About Us - Press Release - CEMEX provides guidance for the third quarter of 2002
September 19, 2002
CEMEX, S.A. de C.V. (NYSE: CX) announced today that it expects EBITDA for the quarter ending September 30, 2002 to reach approximately US$520 million versus US$562 million for the third quarter of 2001. The lower EBITDA is mainly due to the weaker currencies in Mexico and Venezuela versus same period last year, as well as ongoing expenses in IT and in our CEMEX Way effort aimed to standardize our business processes worldwide. Net sales are expected to be flat versus the same period a year ago, at about US$1.77 billion.
Domestic gray cement volumes for CEMEX's operations in Mexico are expected to grow by about 7% during the third quarter versus the same period a year ago. Cement consumption is being driven mainly by infrastructure spending, while the self-construction sector remains stable. Ready mix volumes are expected to grow by about 14% for the quarter versus the same period a year ago.
Volumes for CEMEX's United States operations are expected to decline by about 3% during the quarter versus the same quarter of 2001. Volumes are off primarily due to lower industry sales in some of our markets and a delay in execution of infrastructure projects.
In Spain, CEMEX expects a significantly better cash flow contribution versus the third quarter of 2001. This is primarily due to a more favorable pricing environment together with moderate demand growth of 1% which is being supported by both the residential and public works sectors which remain strong as Spain's economy continues to grow faster than the European average.
During the quarter CEMEX successfully closed the acquisition of Puerto Rican Cement Company and therefore is consolidating its operations beginning on August 1st 2002.

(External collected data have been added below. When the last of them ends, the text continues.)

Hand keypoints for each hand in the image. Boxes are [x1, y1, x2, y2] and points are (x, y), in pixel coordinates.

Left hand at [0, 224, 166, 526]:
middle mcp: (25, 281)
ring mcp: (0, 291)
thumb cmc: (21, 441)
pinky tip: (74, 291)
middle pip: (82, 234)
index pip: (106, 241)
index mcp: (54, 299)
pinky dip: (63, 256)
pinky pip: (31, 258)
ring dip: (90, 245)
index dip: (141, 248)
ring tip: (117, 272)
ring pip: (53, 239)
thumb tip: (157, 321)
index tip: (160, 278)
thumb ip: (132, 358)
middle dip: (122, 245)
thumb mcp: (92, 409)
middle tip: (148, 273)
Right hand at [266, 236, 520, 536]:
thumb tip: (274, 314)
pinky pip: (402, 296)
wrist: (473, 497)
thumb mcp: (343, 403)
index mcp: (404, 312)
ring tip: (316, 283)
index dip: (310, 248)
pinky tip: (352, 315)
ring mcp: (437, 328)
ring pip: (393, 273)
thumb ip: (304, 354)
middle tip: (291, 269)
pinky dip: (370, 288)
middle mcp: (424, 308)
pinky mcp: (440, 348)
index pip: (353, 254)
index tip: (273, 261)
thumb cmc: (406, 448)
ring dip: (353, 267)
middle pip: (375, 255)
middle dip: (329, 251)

Cash Earnings for the third quarter are expected to be 6% lower than the US$421 million of the same period last year. Majority net income for the third quarter is expected to be significantly lower than the same period of last year. This is due mainly to non-cash items such as the negative mark-to-market resulting from interest rate derivatives that swap a significant portion of our floating rate debt into fixed, while US dollar treasury bond market yields continued to decline during the quarter.
Rodrigo Treviño, CEMEX Chief Financial Officer said "Given the challenging global operating climate, we are satisfied with the performance of our cement and ready mix core businesses. We are encouraged by the stronger than expected turnaround in cement and ready mix demand in our Mexican market. In the United States, we are cautiously optimistic by the moderate year to date increase in contract awards for transportation works nationwide as this should support cement demand in the quarters ahead.

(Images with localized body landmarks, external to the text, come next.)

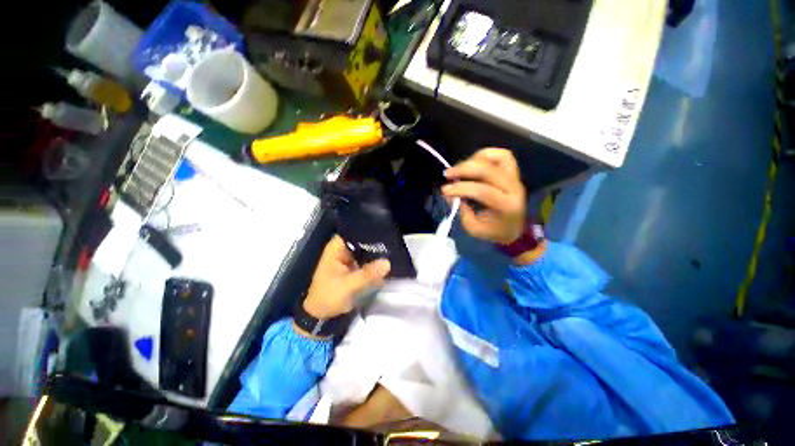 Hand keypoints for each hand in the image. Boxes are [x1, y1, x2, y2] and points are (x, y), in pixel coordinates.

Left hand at [303, 235, 390, 318]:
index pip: (354, 231)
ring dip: (378, 253)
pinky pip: (368, 261)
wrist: (321, 315)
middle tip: (394, 242)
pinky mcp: (355, 267)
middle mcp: (344, 249)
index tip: (385, 230)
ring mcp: (350, 258)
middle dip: (376, 243)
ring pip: (367, 251)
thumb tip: (387, 263)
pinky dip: (376, 262)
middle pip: (363, 240)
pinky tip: (390, 261)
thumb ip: (367, 274)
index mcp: (337, 248)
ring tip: (395, 250)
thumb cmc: (328, 296)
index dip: (368, 229)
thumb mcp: (348, 285)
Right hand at [442, 148, 525, 244]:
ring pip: (499, 157)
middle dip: (464, 169)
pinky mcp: (513, 172)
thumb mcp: (474, 228)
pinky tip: (472, 162)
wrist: (514, 229)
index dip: (461, 188)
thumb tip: (449, 194)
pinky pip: (502, 156)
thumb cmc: (493, 231)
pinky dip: (485, 155)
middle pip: (489, 170)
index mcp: (506, 206)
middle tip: (448, 174)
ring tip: (461, 167)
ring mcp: (515, 178)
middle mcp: (514, 188)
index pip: (482, 191)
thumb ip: (462, 211)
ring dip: (476, 158)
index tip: (444, 190)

We are confident that our continuous improvement efforts, which have affected our results this year, will translate into productivity gains in 2003 and beyond."

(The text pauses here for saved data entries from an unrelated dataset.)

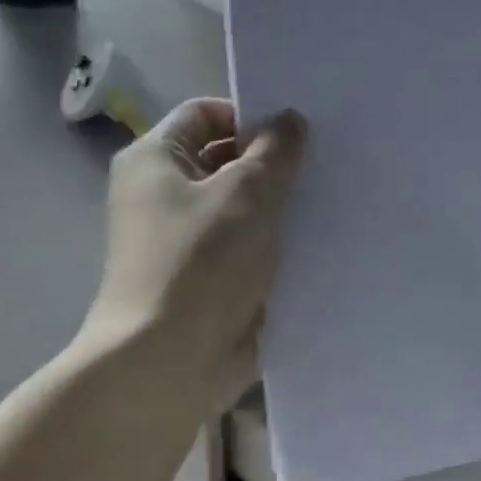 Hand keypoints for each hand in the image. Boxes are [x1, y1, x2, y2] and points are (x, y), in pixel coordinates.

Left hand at [85, 98, 307, 406]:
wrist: (164, 368)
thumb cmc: (200, 264)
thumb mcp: (247, 194)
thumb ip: (275, 150)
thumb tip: (289, 120)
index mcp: (154, 159)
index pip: (205, 113)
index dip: (249, 115)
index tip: (296, 131)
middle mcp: (160, 193)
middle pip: (222, 158)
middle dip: (270, 161)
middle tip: (323, 163)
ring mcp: (179, 238)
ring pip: (237, 204)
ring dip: (276, 204)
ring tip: (327, 199)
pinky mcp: (199, 277)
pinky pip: (240, 244)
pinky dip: (269, 241)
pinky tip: (314, 240)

CEMEX is a leading global producer and marketer of cement and ready-mix products, with operations concentrated in the world's most dynamic cement markets across four continents. CEMEX combines a deep knowledge of the local markets with its global network and information technology systems to provide world-class products and services to its customers, from individual homebuilders to large industrial contractors. For more information, visit www.cemex.com.
This press release contains forward-looking statements and information that are necessarily subject to risks, uncertainties and assumptions. Many factors could cause the actual results, performance or achievements of CEMEX to be materially different from those expressed or implied in this release, including, among others, changes in general economic, political, governmental and business conditions globally and in the countries in which CEMEX does business, changes in interest rates, changes in inflation rates, changes in exchange rates, the level of construction generally, changes in cement demand and prices, changes in raw material and energy prices, changes in business strategy and various other factors. Should one or more of these risks or uncertainties materialize, or should underlying assumptions prove incorrect, actual results may vary materially from those described herein.
EBITDA is defined as operating income plus depreciation and amortization. Cash earnings is defined as EBITDA minus net financial expenses, cash taxes (including statutory profit sharing), income attributable to minority interest (including preferred dividends) and other cash expenses. All of these items are presented under Mexican generally accepted accounting principles.